### DATA UNDER STUDY:
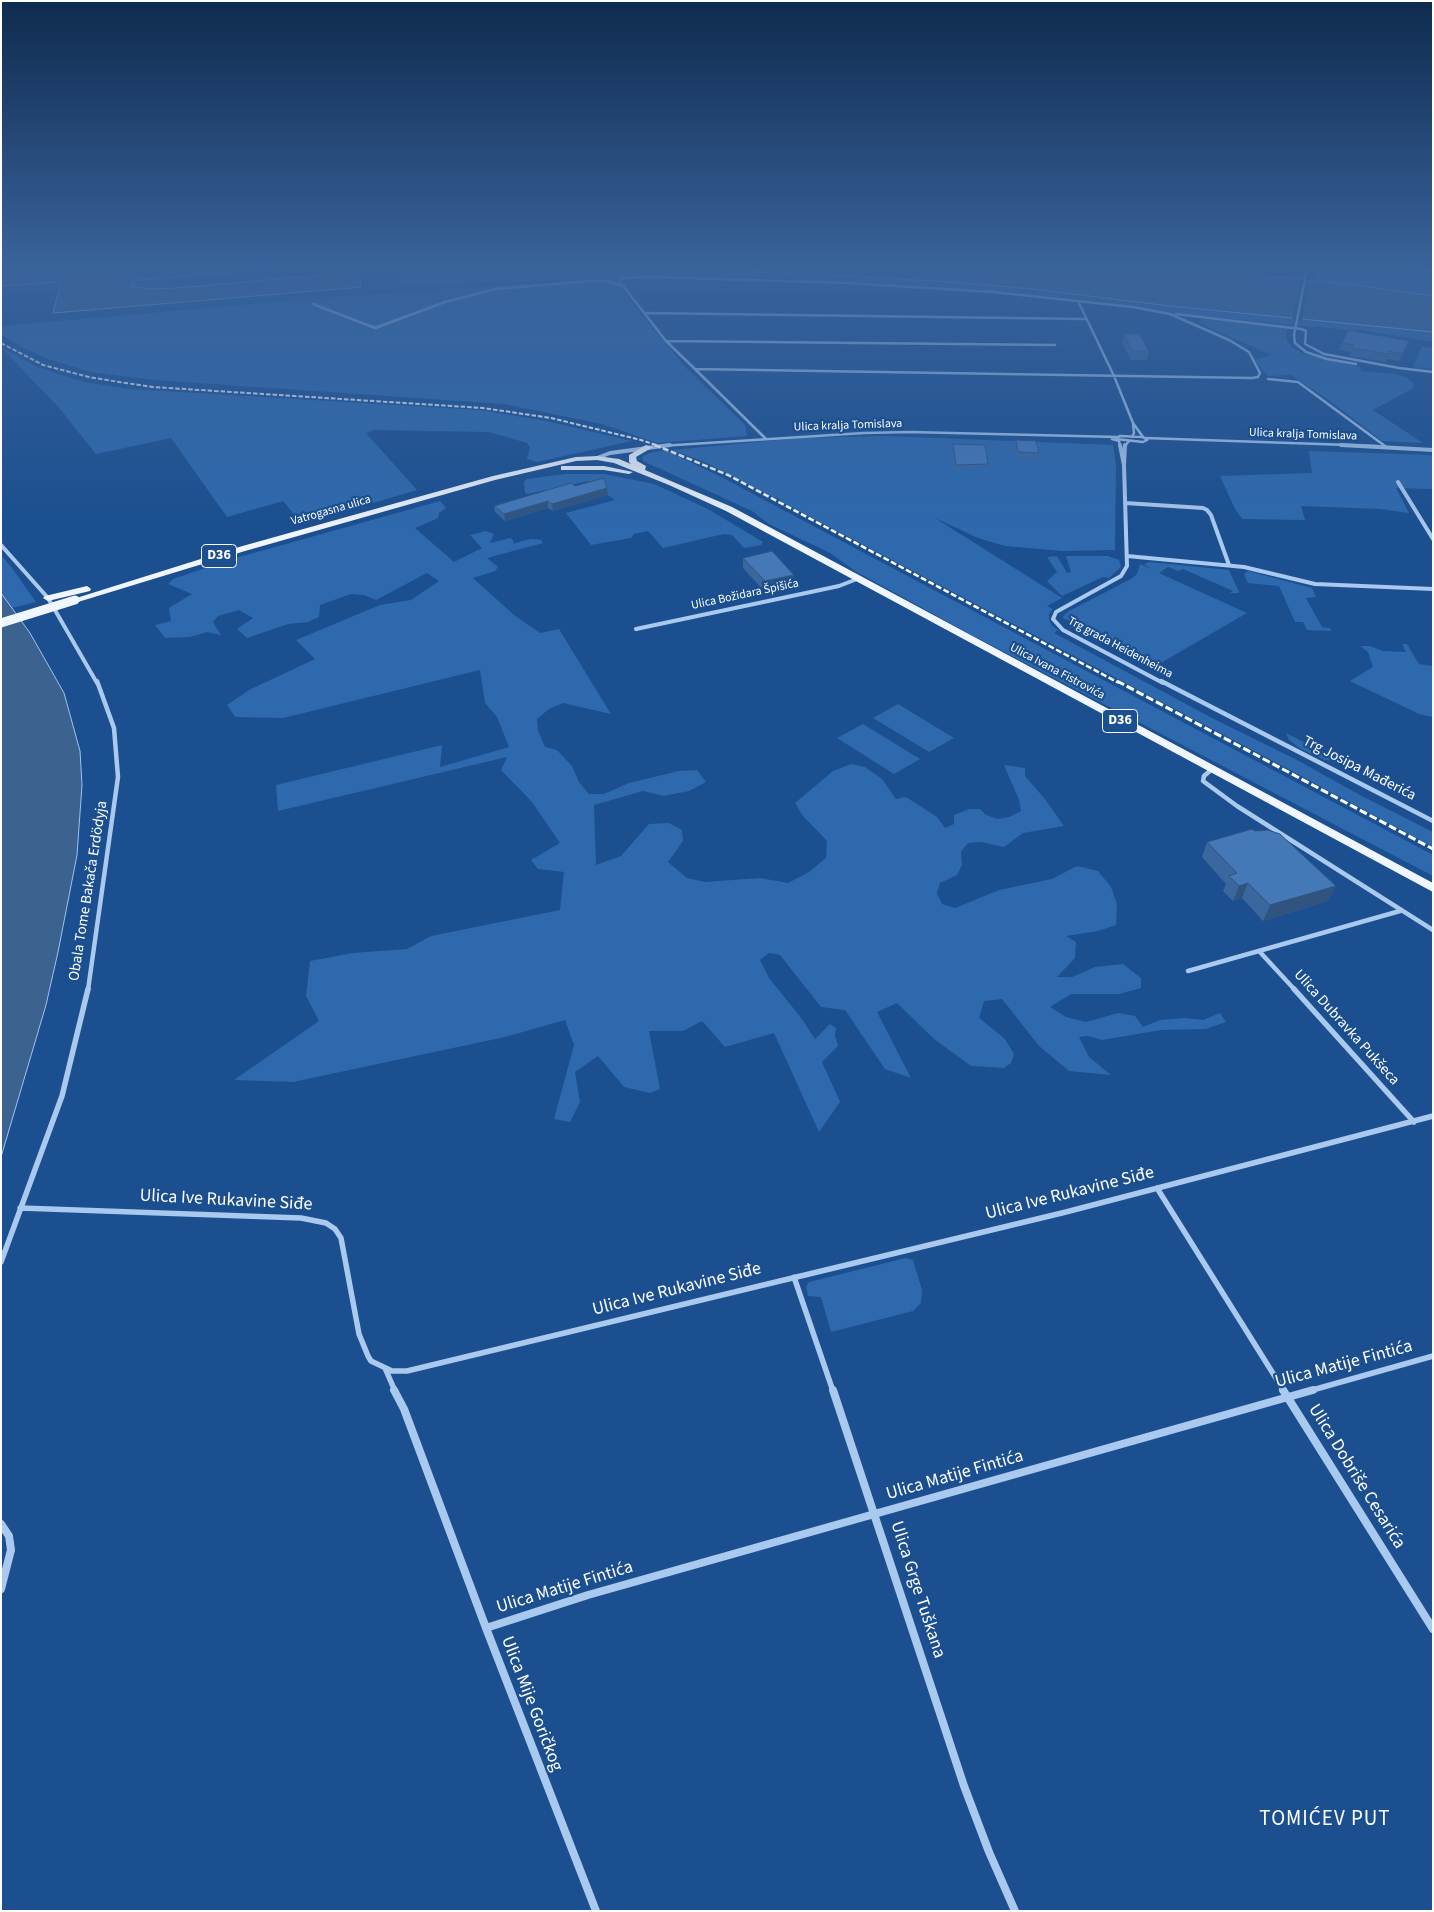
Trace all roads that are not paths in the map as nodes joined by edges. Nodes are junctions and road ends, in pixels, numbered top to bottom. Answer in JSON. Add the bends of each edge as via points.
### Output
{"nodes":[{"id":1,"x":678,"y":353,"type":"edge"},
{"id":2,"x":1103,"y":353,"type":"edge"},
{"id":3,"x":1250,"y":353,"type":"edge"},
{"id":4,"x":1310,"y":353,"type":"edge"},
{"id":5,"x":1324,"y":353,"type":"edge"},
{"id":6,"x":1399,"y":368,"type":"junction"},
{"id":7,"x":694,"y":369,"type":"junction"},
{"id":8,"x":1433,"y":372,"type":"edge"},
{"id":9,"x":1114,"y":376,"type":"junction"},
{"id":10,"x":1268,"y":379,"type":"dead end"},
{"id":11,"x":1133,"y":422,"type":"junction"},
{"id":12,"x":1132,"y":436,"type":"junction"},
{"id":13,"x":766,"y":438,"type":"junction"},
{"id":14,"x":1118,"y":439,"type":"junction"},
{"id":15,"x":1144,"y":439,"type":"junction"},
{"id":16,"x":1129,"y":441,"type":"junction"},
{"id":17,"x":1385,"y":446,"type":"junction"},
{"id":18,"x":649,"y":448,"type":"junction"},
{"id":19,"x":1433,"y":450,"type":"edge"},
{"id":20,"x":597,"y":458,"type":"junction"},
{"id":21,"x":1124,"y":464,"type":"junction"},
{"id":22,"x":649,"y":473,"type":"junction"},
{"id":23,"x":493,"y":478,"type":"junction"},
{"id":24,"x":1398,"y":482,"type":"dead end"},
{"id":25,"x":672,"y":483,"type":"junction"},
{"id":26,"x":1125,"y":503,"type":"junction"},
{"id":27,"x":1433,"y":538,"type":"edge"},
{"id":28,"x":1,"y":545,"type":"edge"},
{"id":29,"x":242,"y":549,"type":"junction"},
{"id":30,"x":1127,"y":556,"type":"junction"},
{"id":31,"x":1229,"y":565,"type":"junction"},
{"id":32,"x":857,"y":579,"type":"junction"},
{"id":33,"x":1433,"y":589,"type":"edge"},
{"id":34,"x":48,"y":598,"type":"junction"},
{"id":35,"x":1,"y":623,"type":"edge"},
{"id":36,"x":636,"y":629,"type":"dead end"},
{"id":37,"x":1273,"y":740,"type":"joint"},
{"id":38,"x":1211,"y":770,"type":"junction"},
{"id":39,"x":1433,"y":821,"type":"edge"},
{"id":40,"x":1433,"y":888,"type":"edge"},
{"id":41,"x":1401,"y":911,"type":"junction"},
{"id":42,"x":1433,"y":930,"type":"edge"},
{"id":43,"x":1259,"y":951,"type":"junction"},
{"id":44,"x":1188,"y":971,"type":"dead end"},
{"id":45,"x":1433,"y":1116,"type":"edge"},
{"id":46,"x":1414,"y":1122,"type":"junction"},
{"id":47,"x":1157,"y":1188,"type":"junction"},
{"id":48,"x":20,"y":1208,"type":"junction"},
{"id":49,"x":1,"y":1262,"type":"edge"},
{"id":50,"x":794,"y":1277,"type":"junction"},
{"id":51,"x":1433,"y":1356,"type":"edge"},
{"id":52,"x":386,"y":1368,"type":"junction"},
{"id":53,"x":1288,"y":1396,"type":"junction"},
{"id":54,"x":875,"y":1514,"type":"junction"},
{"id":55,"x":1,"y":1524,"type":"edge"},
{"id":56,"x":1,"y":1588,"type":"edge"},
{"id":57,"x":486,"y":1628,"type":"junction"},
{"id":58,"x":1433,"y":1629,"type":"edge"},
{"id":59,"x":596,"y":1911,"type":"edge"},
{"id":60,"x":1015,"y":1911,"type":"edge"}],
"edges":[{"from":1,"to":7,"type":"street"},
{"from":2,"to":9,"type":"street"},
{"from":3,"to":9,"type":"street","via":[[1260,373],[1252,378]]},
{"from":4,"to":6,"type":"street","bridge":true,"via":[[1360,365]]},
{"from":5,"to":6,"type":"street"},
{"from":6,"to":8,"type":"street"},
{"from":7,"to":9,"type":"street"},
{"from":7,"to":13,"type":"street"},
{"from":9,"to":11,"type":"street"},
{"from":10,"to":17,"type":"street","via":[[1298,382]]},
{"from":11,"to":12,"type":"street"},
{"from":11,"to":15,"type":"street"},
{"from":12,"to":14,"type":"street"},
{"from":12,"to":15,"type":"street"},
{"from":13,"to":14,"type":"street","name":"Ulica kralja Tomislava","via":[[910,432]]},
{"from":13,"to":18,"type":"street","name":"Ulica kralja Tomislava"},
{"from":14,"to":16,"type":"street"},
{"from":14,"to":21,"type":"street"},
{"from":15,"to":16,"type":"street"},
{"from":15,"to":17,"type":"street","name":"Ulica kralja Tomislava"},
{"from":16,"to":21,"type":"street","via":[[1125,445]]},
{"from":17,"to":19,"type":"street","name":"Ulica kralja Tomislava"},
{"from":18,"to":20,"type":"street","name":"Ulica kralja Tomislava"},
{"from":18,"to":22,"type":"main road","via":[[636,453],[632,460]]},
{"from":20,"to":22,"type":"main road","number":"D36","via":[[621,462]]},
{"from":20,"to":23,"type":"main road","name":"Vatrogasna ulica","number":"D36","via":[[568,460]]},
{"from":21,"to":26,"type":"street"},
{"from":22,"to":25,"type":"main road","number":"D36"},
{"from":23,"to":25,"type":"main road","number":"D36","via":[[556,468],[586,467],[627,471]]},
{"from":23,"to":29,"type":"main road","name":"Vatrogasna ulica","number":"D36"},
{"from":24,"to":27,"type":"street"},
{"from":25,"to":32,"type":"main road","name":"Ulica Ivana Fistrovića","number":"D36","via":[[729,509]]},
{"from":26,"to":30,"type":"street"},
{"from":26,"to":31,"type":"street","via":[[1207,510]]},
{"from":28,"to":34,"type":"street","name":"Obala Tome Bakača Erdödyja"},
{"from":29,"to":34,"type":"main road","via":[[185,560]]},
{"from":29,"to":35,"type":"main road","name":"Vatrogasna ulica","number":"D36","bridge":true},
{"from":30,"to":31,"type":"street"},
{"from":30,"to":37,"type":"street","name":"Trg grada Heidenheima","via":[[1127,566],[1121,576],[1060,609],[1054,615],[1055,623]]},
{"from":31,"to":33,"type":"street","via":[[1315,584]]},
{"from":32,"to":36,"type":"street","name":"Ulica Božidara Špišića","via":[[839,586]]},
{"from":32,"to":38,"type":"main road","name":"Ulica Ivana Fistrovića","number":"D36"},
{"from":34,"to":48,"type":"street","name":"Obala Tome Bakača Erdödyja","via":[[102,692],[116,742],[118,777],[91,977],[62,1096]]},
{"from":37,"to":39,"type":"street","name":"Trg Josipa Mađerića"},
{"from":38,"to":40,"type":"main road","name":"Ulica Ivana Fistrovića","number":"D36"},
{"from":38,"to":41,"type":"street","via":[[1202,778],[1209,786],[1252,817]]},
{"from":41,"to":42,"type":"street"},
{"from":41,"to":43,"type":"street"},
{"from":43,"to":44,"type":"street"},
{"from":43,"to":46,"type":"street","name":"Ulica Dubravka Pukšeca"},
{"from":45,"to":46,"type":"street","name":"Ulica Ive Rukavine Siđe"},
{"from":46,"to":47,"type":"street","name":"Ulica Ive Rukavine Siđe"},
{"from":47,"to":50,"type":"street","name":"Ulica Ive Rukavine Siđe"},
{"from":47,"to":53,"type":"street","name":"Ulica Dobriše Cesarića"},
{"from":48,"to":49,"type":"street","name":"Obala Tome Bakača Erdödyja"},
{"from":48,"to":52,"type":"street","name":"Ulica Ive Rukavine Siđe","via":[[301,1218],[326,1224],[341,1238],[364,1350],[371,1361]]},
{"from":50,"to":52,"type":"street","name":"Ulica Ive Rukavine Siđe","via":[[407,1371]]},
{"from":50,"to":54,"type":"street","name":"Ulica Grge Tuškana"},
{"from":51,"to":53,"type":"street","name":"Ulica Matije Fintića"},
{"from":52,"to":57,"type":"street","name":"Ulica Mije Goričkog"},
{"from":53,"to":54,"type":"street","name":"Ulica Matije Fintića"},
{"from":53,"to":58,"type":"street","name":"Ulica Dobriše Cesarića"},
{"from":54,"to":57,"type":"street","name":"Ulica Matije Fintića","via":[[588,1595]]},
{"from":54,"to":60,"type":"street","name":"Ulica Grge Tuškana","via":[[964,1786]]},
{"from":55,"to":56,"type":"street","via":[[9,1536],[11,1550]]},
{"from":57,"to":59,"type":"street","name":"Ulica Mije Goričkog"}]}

### WHAT TO DO:
Look through the entries above; copy every line holding the string "kralja".

### RESULT OF THIS EXERCISE:
{"from":13,"to":14,"type":"street","name":"Ulica kralja Tomislava","via":[[910,432]]},
{"from":13,"to":18,"type":"street","name":"Ulica kralja Tomislava"},
{"from":15,"to":17,"type":"street","name":"Ulica kralja Tomislava"},
{"from":17,"to":19,"type":"street","name":"Ulica kralja Tomislava"},
{"from":18,"to":20,"type":"street","name":"Ulica kralja Tomislava"},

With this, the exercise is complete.